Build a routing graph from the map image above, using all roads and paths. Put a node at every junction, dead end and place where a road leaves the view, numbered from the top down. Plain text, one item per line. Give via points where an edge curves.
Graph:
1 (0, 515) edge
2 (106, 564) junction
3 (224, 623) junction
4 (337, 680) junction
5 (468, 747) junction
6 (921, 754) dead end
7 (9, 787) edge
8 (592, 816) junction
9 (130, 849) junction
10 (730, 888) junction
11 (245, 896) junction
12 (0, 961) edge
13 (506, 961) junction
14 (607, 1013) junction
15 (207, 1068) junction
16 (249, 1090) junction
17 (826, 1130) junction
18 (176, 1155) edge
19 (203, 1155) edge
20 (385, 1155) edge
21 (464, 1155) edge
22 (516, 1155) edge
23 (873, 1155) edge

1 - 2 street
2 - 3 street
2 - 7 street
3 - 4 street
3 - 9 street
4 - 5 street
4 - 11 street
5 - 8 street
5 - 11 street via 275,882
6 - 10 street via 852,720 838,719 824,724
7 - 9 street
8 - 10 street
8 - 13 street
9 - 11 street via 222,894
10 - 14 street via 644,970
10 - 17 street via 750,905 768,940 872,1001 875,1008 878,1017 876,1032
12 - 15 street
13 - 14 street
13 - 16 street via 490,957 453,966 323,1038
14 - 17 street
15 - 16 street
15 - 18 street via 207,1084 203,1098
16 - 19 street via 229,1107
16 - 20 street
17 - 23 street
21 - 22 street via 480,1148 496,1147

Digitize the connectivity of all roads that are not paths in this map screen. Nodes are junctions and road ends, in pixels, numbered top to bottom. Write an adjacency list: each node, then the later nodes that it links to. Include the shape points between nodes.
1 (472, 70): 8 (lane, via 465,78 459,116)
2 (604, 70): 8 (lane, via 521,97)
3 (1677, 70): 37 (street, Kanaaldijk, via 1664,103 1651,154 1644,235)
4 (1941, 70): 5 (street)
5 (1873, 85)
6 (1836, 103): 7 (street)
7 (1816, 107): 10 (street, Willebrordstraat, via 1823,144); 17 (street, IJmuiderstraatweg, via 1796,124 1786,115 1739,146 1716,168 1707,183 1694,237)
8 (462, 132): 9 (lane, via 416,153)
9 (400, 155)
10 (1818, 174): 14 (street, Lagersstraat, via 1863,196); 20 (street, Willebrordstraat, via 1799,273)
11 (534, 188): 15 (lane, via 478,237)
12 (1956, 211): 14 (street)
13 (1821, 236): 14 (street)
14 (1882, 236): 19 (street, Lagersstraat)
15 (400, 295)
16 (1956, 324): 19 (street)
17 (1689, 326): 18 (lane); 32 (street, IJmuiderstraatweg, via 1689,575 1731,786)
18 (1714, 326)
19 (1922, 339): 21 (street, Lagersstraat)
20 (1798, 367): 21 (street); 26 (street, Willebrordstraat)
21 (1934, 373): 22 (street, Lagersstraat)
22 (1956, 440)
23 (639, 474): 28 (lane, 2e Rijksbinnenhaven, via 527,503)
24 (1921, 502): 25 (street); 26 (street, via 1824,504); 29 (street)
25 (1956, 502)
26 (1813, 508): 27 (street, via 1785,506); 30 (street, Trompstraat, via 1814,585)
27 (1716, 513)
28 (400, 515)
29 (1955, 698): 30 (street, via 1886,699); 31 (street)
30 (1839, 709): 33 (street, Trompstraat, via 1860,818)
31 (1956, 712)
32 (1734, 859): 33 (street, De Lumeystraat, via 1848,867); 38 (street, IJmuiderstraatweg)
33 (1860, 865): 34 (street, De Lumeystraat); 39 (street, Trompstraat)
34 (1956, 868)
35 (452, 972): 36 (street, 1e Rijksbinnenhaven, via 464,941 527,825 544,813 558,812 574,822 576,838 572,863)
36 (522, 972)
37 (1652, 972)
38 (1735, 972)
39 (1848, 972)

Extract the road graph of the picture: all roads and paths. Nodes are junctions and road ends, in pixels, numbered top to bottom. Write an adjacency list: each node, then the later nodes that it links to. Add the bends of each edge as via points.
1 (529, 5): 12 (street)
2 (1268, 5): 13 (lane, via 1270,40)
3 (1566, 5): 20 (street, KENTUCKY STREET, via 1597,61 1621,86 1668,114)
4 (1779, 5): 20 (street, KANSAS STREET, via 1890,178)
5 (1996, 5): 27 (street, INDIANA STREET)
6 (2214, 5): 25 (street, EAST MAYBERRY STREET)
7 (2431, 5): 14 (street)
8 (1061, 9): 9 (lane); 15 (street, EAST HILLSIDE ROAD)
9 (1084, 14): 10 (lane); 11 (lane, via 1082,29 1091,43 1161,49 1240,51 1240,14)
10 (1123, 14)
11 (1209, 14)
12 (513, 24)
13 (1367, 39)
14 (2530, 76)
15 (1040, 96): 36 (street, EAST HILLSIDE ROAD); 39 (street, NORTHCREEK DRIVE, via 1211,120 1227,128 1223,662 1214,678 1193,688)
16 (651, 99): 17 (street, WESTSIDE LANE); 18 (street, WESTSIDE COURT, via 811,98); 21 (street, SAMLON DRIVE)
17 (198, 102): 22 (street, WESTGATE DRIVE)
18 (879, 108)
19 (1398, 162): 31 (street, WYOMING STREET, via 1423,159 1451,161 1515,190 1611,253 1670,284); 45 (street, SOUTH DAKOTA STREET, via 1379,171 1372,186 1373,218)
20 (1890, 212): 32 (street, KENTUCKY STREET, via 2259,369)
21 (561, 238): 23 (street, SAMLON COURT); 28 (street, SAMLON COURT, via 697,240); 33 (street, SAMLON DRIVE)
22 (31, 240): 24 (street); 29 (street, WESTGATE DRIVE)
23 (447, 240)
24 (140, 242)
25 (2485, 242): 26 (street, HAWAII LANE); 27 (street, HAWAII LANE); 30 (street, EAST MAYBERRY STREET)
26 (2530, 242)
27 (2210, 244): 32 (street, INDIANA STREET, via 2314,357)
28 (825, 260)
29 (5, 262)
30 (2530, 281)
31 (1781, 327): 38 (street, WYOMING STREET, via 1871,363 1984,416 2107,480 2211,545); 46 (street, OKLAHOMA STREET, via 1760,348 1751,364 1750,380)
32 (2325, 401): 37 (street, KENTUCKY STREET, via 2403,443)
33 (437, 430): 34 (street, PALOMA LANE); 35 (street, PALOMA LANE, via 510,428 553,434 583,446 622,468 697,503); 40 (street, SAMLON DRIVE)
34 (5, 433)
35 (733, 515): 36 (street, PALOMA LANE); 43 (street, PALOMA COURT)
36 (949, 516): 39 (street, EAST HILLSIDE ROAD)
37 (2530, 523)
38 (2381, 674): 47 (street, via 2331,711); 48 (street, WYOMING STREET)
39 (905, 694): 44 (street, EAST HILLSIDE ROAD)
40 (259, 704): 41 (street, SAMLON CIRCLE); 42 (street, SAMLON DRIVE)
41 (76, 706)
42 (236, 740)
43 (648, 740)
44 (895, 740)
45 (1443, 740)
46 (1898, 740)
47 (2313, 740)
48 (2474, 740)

######

What to do » Retype every line of the data, keeping each one exactly as it is.

Solution for this exercise »
Build a routing graph from the map image above, using all roads and paths. Put a node at every junction, dead end and place where a road leaves the view, numbered from the top down. Plain text, one item per line. Give via points where an edge curves.
Graph:
1 (0, 515) edge
2 (106, 564) junction
3 (224, 623) junction
4 (337, 680) junction
5 (468, 747) junction
6 (921, 754) dead end
7 (9, 787) edge
8 (592, 816) junction
9 (130, 849) junction
10 (730, 888) junction
11 (245, 896) junction
12 (0, 961) edge
13 (506, 961) junction
14 (607, 1013) junction
15 (207, 1068) junction
16 (249, 1090) junction
17 (826, 1130) junction
18 (176, 1155) edge
19 (203, 1155) edge
20 (385, 1155) edge
21 (464, 1155) edge
22 (516, 1155) edge
23 (873, 1155) edge

1 - 2 street
2 - 3 street
2 - 7 street
3 - 4 street
3 - 9 street
4 - 5 street
4 - 11 street
5 - 8 street
5 - 11 street via 275,882
6 - 10 street via 852,720 838,719 824,724
7 - 9 street
8 - 10 street
8 - 13 street
9 - 11 street via 222,894
10 - 14 street via 644,970
10 - 17 street via 750,905 768,940 872,1001 875,1008 878,1017 876,1032
12 - 15 street
13 - 14 street
13 - 16 street via 490,957 453,966 323,1038
14 - 17 street
15 - 16 street
15 - 18 street via 207,1084 203,1098
16 - 19 street via 229,1107
16 - 20 street
17 - 23 street
21 - 22 street via 480,1148 496,1147

Digitize the connectivity of all roads that are not paths in this map screen. Nodes are junctions and road ends, in pixels, numbered top to bottom. Write an adjacency list: each node, then the later nodes that it links to. Include the shape points between nodes.
1 (472, 70): 8 (lane, via 465,78 459,116)
2 (604, 70): 8 (lane, via 521,97)
3 (1677, 70): 37 (street, Kanaaldijk, via 1664,103 1651,154 1644,235)
4 (1941, 70): 5 (street)
5 (1873, 85)
6 (1836, 103): 7 (street)
7 (1816, 107): 10 (street, Willebrordstraat, via 1823,144); 17 (street, IJmuiderstraatweg, via 1796,124 1786,115 1739,146 1716,168 1707,183 1694,237)
8 (462, 132): 9 (lane, via 416,153)
9 (400, 155)
10 (1818, 174): 14 (street, Lagersstraat, via 1863,196); 20 (street, Willebrordstraat, via 1799,273)
11 (534, 188): 15 (lane, via 478,237)
12 (1956, 211): 14 (street)
13 (1821, 236): 14 (street)
14 (1882, 236): 19 (street, Lagersstraat)
15 (400, 295)
16 (1956, 324): 19 (street)
17 (1689, 326): 18 (lane); 32 (street, IJmuiderstraatweg, via 1689,575 1731,786)
18 (1714, 326)
19 (1922, 339): 21 (street, Lagersstraat)
20 (1798, 367): 21 (street); 26 (street, Willebrordstraat)
21 (1934, 373): 22 (street, Lagersstraat)
22 (1956, 440)
23 (639, 474): 28 (lane, 2e Rijksbinnenhaven, via 527,503)
24 (1921, 502): 25 (street); 26 (street, via 1824,504); 29 (street)
25 (1956, 502)
26 (1813, 508): 27 (street, via 1785,506); 30 (street, Trompstraat, via 1814,585)
27 (1716, 513)
28 (400, 515)
29 (1955, 698): 30 (street, via 1886,699); 31 (street)
30 (1839, 709): 33 (street, Trompstraat, via 1860,818)
31 (1956, 712)
32 (1734, 859): 33 (street, De Lumeystraat, via 1848,867); 38 (street, IJmuiderstraatweg)
33 (1860, 865): 34 (street, De Lumeystraat); 39 (street, Trompstraat)
34 (1956, 868)
35 (452, 972): 36 (street, 1e Rijksbinnenhaven, via 464,941 527,825 544,813 558,812 574,822 576,838 572,863)
36 (522, 972)
37 (1652, 972)
38 (1735, 972)
39 (1848, 972)

Extract the road graph of the picture: all roads and paths. Nodes are junctions and road ends, in pixels, numbered top to bottom. Write an adjacency list: each node, then the later nodes that it links to. Add the bends of each edge as via points.
1 (529, 5): 12 (street)
2 (1268, 5): 13 (lane, via 1270,40)
3 (1566, 5): 20 (street, KENTUCKY STREET, via 1597,61 1621,86 1668,114)
4 (1779, 5): 20 (street, KANSAS STREET, via 1890,178)
5 (1996, 5): 27 (street, INDIANA STREET)
6 (2214, 5): 25 (street, EAST MAYBERRY STREET)
7 (2431, 5): 14 (street)
8 (1061, 9): 9 (lane); 15 (street, EAST HILLSIDE ROAD)
9 (1084, 14): 10 (lane); 11 (lane, via 1082,29 1091,43 1161,49 1240,51 1240,14)
10 (1123, 14)
11 (1209, 14)
12 (513, 24)
13 (1367, 39)
14 (2530, 76)
15 (1040, 96): 36 (street, EAST HILLSIDE ROAD); 39 (street, NORTHCREEK DRIVE, via 1211,120 1227,128 1223,662 1214,678 1193,688)
16 (651, 99): 17 (street, WESTSIDE LANE); 18 (street, WESTSIDE COURT, via 811,98); 21 (street, SAMLON DRIVE)
17 (198, 102): 22 (street, WESTGATE DRIVE)
18 (879, 108)
19 (1398, 162): 31 (street, WYOMING STREET, via 1423,159 1451,161 1515,190 1611,253 1670,284); 45 (street, SOUTH DAKOTA STREET, via 1379,171 1372,186 1373,218)
20 (1890, 212): 32 (street, KENTUCKY STREET, via 2259,369)
21 (561, 238): 23 (street, SAMLON COURT); 28 (street, SAMLON COURT, via 697,240); 33 (street, SAMLON DRIVE)
22 (31, 240): 24 (street); 29 (street, WESTGATE DRIVE)
23 (447, 240)
24 (140, 242)
25 (2485, 242): 26 (street, HAWAII LANE); 27 (street, HAWAII LANE); 30 (street, EAST MAYBERRY STREET)
26 (2530, 242)
27 (2210, 244): 32 (street, INDIANA STREET, via 2314,357)
28 (825, 260)
29 (5, 262)
30 (2530, 281)
31 (1781, 327): 38 (street, WYOMING STREET, via 1871,363 1984,416 2107,480 2211,545); 46 (street, OKLAHOMA STREET, via 1760,348 1751,364 1750,380)
32 (2325, 401): 37 (street, KENTUCKY STREET, via 2403,443)
33 (437, 430): 34 (street, PALOMA LANE); 35 (street, PALOMA LANE, via 510,428 553,434 583,446 622,468 697,503); 40 (street, SAMLON DRIVE)
34 (5, 433)
35 (733, 515): 36 (street, PALOMA LANE); 43 (street, PALOMA COURT)
36 (949, 516): 39 (street, EAST HILLSIDE ROAD)
37 (2530, 523)
38 (2381, 674): 47 (street, via 2331,711); 48 (street, WYOMING STREET)
39 (905, 694): 44 (street, EAST HILLSIDE ROAD)
40 (259, 704): 41 (street, SAMLON CIRCLE); 42 (street, SAMLON DRIVE)
41 (76, 706)
42 (236, 740)
43 (648, 740)
44 (895, 740)
45 (1443, 740)
46 (1898, 740)
47 (2313, 740)
48 (2474, 740)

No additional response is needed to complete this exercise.